After a momentous rally in the face of challenging global market conditions, top U.S. tech stocks have consolidated their dominance on the American equities market.
It might not be a great foil for current investigations into antitrust activities at the same companies, but regardless of the reasons, U.S. investors are now seeing vibrant growth in the top five technology stocks of that sector, even as many other companies experience stock value cratering. That’s showing how “tech-heavy” the American market is, for good or ill, even as the POTUS seeks to untether social platforms like TikTok and WeChat over concerns of Chinese spying potential.
Those spiking stocks, though, represent thoroughly American innovation: the renowned FAANG group composed of Facebook, Apple, Amazon, Netflix and Google now stands at a collective market cap of some $7 trillion or 25% of the entire equities market.
Many people intuitively point to the coronavirus as a prime mover of tech stock dominance, although this trend existed before the pandemic shut down brick-and-mortar stores and reordered our social lives.
Each of these massive technology companies has its own value proposition that has allowed it to prosper, even in an environment battered by U.S./China trade conflict, income inequality, war, disease, and runaway debt on the part of governments and municipalities.

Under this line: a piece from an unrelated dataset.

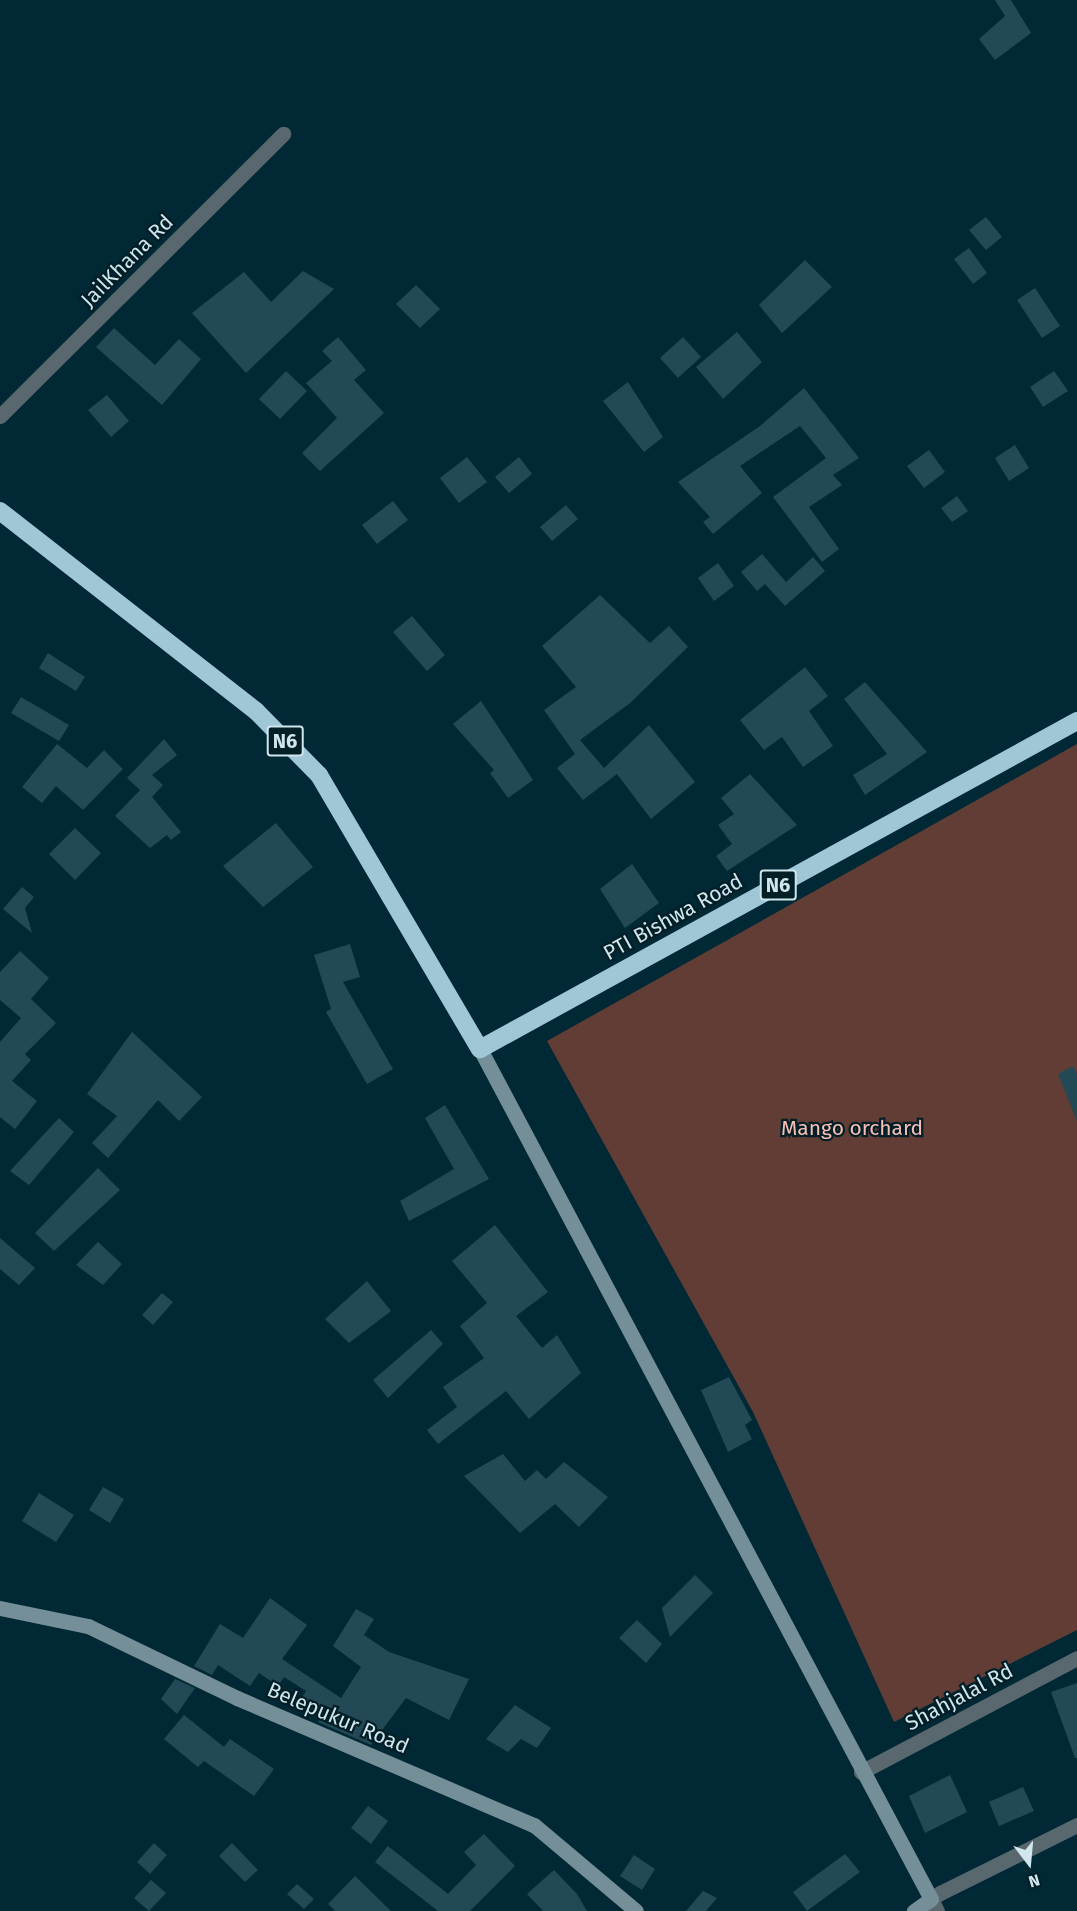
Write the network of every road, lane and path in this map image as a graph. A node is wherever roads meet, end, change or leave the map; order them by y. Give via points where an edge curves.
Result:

Amazon, for example, has made its bones as an e-tailer delivering millions of packages to buyers. Apple and Google have put an OS-equipped smartphone in every pocket. Netflix has streamed enormous amounts of digital video into our homes. As for Facebook – the value proposition unique to Mark Zuckerberg’s Frankenstein probably needs no further explanation!
Reports today reveal that these stocks have become so colossally valuable that both Apple and Tesla are announcing stock splits to make per-equity prices reachable for the common citizen.
It might be appropriate to add a “T” to the end of the FAANG, since Tesla’s stock has simply exploded over the past few months. After imploding from around $1000 to about half of that value, Tesla’s stock rebounded to a handy $2200 and change, to the delight of Musk-focused investors.
The ostensible reason for the stock splits is to allow the average Joe to buy a single share of each tech mammoth for fewer hundreds of dollars. However, fractional stock ownership is already part of platforms like Robin Hood and others, so in the end, there might be ulterior motives for a 5-1 stock split.
In any case, investors should look very carefully at what tech stocks represent right now and what they might represent in the future. Is this runaway value spike going to continue, or will the market reorder to put big tech in its place?